Lambat laun ketika SMA, di antara remaja-remaja tanggung yang sok belagu itu terdapat diri saya yang sudah sesekali nongkrong di warung kopi, berkat bujukan ajakan teman-teman. Sialnya saya tak pernah bolos sekolah demi secangkir kopi, yang pada akhirnya justru dibanggakan teman-teman selepas lulus SMA dan jadi bahan cerita seru untuk para gadis. Bolos sekolah dan cangkruk di warung kopi adalah cerita seru, kalian boleh mencobanya. Setidaknya setelah lulus SMA saya semakin sering nongkrong di warung kopi. Agenda keluar rumah adalah nongkrong di warung kopi. Warung kopi sudah menjadi jujukan pertama yang tidak boleh ketinggalan.
Sejak saat itu saya sudah akrab dengan kopi. Kopi sudah menjadi sahabat yang baik selepas penatnya pekerjaan, masa-masa sulit pengangguran, menumpuknya tugas, dan penghangat hubungan yang baik dengan teman-teman lama.
Bisa dibilang, kopi sudah semacam pacar bagi kesendirian. Sehingga, bagi saya, kopi itu sendiri. Kopi itu tidak berpasangan. Tidak ada ceritanya kopi itu harus berpasangan dengan rokok. Saya memang bukan perokok, bukan karena alasan kesehatan lebih ke alasan ekonomi. Tidak ada jatah uang buat sedot-sedot asap begitu. Saya juga sudah kebal dengan nyinyiran teman,
“Ah, kamu. Ngopi kok nggak ngerokok!”
Ataupun abaian para tuan rumah, “Kamu nggak ngerokok ya Le, sebentar saya buatkan teh hangat.” Hingga kemudian hanya saya sendiri yang minum teh hangat di antara para tamu laki-laki yang sudah dihidangkan kopi hitam. Menyedihkan. Hiks.
Tidak hanya disitu. Kemudian saya juga sudah kebal dengan nyinyiran para pecinta kopi (katanya). Karena kopi hitam yang saya pesan tidak sepahit kopi teman saya. Bagaimana nggak mau pahit, teman saya ini menyedihkan sekali pesan kopi hitam tanpa gula. Itu namanya bukan pecinta kopi alih-alih menguntungkan pemilik warung karena tidak usah membeli gula. Haha.
Bagi saya kopi tidak harus hitam dan pahit. Ketika cuaca panas, saya bisa pesan kopi sachetan dengan gelas jumbo penuh es batu. Tidak melulu kopi hitam (manis). Tapi, sesekali saya juga pesan kopi hitam tanpa gula barangkali ketika cuaca hati sedang sedih. Sehingga kemudian saya bisa bersyukur, bahwa hidup ini sesekali memang pahit dan kita harus menghadapinya.

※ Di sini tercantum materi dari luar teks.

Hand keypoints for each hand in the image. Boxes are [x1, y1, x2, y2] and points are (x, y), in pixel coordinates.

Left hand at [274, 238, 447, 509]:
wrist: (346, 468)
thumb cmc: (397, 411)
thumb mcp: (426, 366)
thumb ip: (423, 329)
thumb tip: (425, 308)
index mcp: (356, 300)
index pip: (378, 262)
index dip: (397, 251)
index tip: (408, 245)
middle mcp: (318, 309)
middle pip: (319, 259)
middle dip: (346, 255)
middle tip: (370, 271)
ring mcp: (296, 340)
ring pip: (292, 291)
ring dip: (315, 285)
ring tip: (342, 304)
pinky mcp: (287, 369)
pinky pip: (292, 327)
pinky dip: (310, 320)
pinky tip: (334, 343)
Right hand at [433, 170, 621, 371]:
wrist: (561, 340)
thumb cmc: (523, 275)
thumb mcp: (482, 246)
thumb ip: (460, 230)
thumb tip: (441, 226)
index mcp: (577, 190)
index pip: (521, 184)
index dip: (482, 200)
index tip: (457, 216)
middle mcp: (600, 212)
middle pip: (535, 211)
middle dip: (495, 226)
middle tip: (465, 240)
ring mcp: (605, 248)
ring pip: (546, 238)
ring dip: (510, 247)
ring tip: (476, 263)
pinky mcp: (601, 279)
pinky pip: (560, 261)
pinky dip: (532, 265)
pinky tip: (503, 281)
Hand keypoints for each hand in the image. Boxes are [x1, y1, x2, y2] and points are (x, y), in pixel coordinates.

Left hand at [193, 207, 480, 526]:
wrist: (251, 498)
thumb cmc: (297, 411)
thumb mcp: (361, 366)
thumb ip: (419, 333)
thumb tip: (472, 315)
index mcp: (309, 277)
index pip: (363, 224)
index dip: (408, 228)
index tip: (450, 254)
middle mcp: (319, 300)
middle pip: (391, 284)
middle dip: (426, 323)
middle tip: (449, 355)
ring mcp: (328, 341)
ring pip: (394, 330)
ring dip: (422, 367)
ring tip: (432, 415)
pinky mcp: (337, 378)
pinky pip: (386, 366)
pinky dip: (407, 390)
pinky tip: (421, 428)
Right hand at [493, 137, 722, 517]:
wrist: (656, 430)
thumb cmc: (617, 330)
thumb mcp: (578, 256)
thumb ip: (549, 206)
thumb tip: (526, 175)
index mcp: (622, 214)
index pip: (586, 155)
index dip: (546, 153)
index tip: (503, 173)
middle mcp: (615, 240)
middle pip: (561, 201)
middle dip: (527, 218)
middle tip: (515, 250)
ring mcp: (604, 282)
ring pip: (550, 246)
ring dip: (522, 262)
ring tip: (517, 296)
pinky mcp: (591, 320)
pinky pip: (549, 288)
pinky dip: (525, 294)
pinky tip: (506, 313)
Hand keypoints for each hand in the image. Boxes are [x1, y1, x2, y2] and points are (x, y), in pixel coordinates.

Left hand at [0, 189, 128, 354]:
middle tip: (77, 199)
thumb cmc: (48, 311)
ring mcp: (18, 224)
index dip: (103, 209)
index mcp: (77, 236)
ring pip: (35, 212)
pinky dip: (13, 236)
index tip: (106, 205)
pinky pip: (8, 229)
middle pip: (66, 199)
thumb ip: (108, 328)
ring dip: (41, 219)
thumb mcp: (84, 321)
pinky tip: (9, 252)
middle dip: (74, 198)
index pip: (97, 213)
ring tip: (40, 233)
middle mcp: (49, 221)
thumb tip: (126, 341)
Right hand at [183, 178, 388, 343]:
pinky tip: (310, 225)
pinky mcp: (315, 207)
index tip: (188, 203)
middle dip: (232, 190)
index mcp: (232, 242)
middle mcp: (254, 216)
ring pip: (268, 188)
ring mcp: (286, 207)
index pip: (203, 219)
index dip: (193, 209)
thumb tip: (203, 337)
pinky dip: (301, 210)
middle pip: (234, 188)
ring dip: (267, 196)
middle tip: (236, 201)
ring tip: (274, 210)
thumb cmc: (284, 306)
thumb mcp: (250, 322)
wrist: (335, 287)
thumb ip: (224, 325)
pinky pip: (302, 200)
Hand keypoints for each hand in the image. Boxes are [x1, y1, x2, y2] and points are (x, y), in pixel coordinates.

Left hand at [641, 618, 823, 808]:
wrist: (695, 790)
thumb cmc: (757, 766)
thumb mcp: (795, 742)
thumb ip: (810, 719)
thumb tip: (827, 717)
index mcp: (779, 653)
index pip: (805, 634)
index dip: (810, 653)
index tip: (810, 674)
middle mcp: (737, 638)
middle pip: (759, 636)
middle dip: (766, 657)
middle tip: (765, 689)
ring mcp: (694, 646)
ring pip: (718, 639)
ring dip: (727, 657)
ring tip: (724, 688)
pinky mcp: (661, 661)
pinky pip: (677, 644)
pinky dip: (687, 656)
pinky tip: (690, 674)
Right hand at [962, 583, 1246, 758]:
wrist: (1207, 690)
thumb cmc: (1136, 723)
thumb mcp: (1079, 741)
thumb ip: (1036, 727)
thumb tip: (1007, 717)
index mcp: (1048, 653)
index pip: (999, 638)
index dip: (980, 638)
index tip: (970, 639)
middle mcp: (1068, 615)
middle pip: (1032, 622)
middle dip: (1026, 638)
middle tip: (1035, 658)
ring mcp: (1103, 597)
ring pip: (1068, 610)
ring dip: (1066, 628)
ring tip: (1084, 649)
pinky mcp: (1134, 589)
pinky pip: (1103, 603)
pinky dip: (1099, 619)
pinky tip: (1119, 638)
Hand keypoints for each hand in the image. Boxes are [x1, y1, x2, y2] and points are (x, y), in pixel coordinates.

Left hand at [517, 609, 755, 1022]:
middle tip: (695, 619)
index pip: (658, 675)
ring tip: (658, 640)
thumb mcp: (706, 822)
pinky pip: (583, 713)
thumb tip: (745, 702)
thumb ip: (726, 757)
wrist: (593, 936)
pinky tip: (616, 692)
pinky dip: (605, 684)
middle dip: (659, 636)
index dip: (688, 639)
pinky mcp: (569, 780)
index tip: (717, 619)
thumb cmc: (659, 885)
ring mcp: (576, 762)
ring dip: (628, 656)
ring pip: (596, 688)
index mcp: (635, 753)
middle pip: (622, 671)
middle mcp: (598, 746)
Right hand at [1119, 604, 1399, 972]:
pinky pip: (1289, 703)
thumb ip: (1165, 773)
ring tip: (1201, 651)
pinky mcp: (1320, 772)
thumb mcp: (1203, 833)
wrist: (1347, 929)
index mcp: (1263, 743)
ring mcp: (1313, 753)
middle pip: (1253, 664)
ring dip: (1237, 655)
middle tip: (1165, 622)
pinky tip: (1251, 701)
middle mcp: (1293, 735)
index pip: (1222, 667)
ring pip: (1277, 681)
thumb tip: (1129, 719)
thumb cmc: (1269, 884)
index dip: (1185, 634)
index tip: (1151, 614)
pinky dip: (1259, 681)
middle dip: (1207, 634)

Sampai di sini, seperti diawal, bagi saya kopi bagaimanapun jenis dan cara penyajiannya adalah tetap kopi. Bergantung bagaimana pribadi, budaya, pengalaman dan selera masing-masing orang. Dan kopi tetaplah sendiri, masing-masing orang berhak mencumbunya. Setiap orang berhak memasangkan dengan apa saja termasuk dengan kesendirian tersebut.
Ah, entahlah. Semoga saya bukan perusak arti secangkir kopi.